Go Deeper

Surprise Lucinda Childs Performance At Susan Hess

Posted May 27th, 2010

Last week we plugged the final performances at the Sansom Street home of Susan Hess Modern Dance. And whoa! As a special treat, the 69-year-old Lucinda Childs, who served as a mentor in their Masters Exchange program this year, totally danced.

The Inquirer‘s Merilyn Jackson has it covered: “To an excerpt of long-time collaborator Philip Glass’ music, she pranced forward like a fox, staring at the floor as if it were prey and pushing the heavy air before her aside, redefining the space.”

In September, the Live Arts Festival will bring Childs’s dance Dance to Philadelphia for the first time. A unique collaboration between Childs, conceptual artist Sol LeWitt (who created the film behind and with which the dancers perform), and Philip Glass, who composed the score, Dance is a crisp and pure study of movement.

Interest in Child’s dances and those from related collectives Judson Dance Theatre and Grand Union has surged recently, as detailed by Joan Acocella in this week’s New Yorker (subscription required). Acocella reviewed Dance for the magazine in October as well. After the jump, Acocella opines on why the new production of Dance is among the best of this movement’s revival.

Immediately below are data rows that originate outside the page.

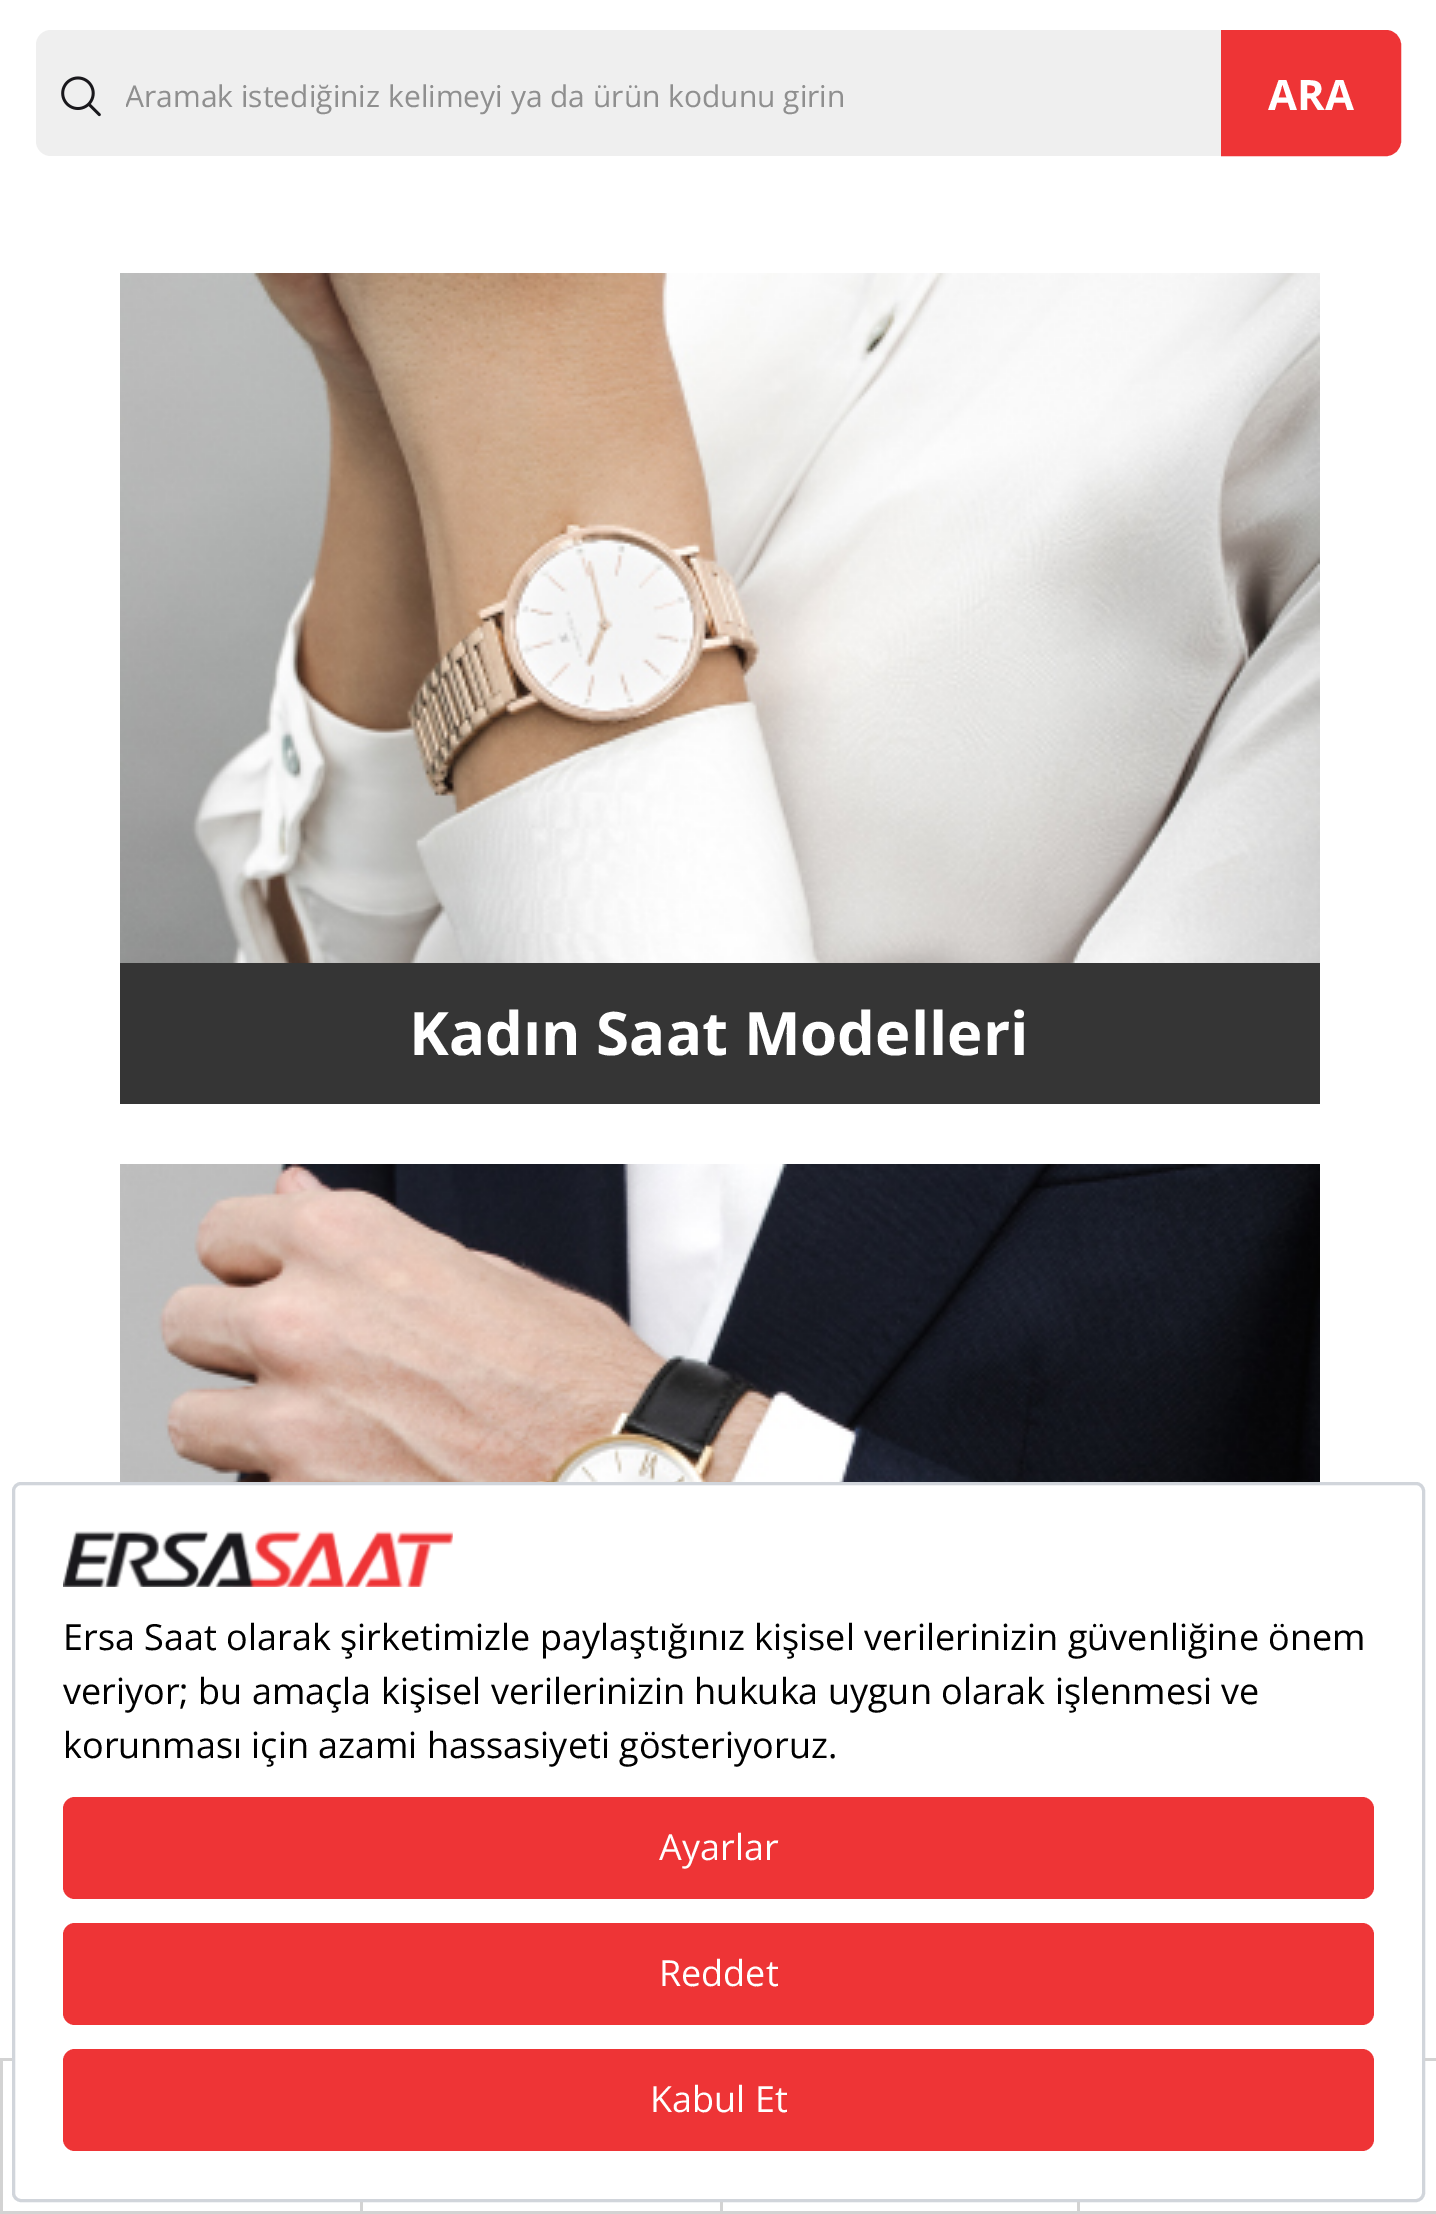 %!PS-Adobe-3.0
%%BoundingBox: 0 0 1436 2214
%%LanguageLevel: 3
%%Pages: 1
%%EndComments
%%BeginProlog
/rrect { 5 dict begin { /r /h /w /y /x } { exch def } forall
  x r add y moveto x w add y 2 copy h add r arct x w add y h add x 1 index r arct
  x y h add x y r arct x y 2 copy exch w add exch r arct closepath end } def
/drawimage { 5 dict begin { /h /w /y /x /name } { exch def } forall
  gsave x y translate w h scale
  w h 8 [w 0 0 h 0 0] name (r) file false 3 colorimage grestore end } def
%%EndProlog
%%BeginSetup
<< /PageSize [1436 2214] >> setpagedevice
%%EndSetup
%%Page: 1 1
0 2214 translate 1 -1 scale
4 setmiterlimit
1 setgray
0 0 1436 2214 rectfill
0.937 setgray
36 30 1365 126 15 rrect fill
(images/1.raw) 61 76 40 41 drawimage
0.933 0.204 0.212 setrgbcolor
newpath 1224 33 moveto 1386 33 lineto 1392.5 33 1398 38.5 1398 45 curveto 1398 141 lineto 1398 147.5 1392.5 153 1386 153 curveto 1224 153 lineto closepath gsave fill grestore
6 setlinewidth
stroke
0.208 setgray
120 963 1200 141 rectfill
(images/2.raw) 120 273 1200 690 drawimage
(images/3.raw) 120 1164 1200 318 drawimage
0.82 0.835 0.859 setrgbcolor
3 setlinewidth
13.5 1483.5 1410 717 7.5 rrect stroke
(images/4.raw) 63 1531 390 56 drawimage
0.933 0.204 0.212 setrgbcolor
63 1797 1311 102 12 rrect fill
63 1923 1311 102 12 rrect fill
63 2049 1311 102 12 rrect fill
0.827 setgray
0 2058 12 3 rectfill
0 2211 1436 3 rectfill
0 2058 3 156 rectfill
360 2202 3 12 rectfill
720 2202 3 12 rectfill
1425 2058 11 3 rectfill
1077 2202 3 12 rectfill
gsave
126 75 1092 42 rectclip
/OpenSans-Regular [30 0 0 -30 0 0] selectfont
0.561 setgray
125 107 moveto (Aramak istediğiniz kelimeyi ya da ürün kodunu girin) show
grestore
/OpenSans-Bold [42 0 0 -42 0 0] selectfont
1 setgray
1268 110 moveto (ARA) show
/OpenSans-Bold [60 0 0 -60 0 0] selectfont
409 1055 moveto (Kadın Saat Modelleri) show
/OpenSans-Regular [36 0 0 -36 0 0] selectfont
0 setgray
63 1650 moveto (Ersa Saat olarak şirketimizle paylaştığınız kişisel verilerinizin güvenliğine önem) show
63 1704 moveto (veriyor; bu amaçla kişisel verilerinizin hukuka uygun olarak işlenmesi ve) show
63 1758 moveto (korunması için azami hassasiyeti gösteriyoruz.) show
1 setgray
659 1860 moveto (Ayarlar) show
659 1986 moveto (Reddet) show
650 2112 moveto (Kabul Et) show
showpage
%%EOF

Acocella, in the May 24 issue of the New Yorker:
“But probably the biggest hit of the recent shows was by Lucinda Childs. In the sixties, Childs was doing the sort of charming, prop-heavy pieces that Judson favored Then she left town, and, when she returned, five years later, she was interested in something else altogether: geometrical dances, and how they command modes of attention. At Bard College last year, she presented the most sumptuous of these, the 1979 ‘Dance,’ to a score by Philip Glass. Ten dancers flew across the stage in small, speedy phrases, which became longer and more complicated as the hour-long piece progressed. They looked like a bargello tapestry. But what was so ingenious was that the dance was accompanied by a Sol LeWitt film of the same dance, which was projected onto a scrim, as it was at the premiere. Sometimes the film hung atop the dancers, sometimes it played in front of them. It asked us to engage in two very different forms of perception at the same time: viewing dance versus viewing film. Add to this the score by Philip Glass, pouring forth like a bag of jewels, and you had a piece which, though entirely the development of a single phrase, was the most glamorous thing of the recent Judson/Grand Union seasons.”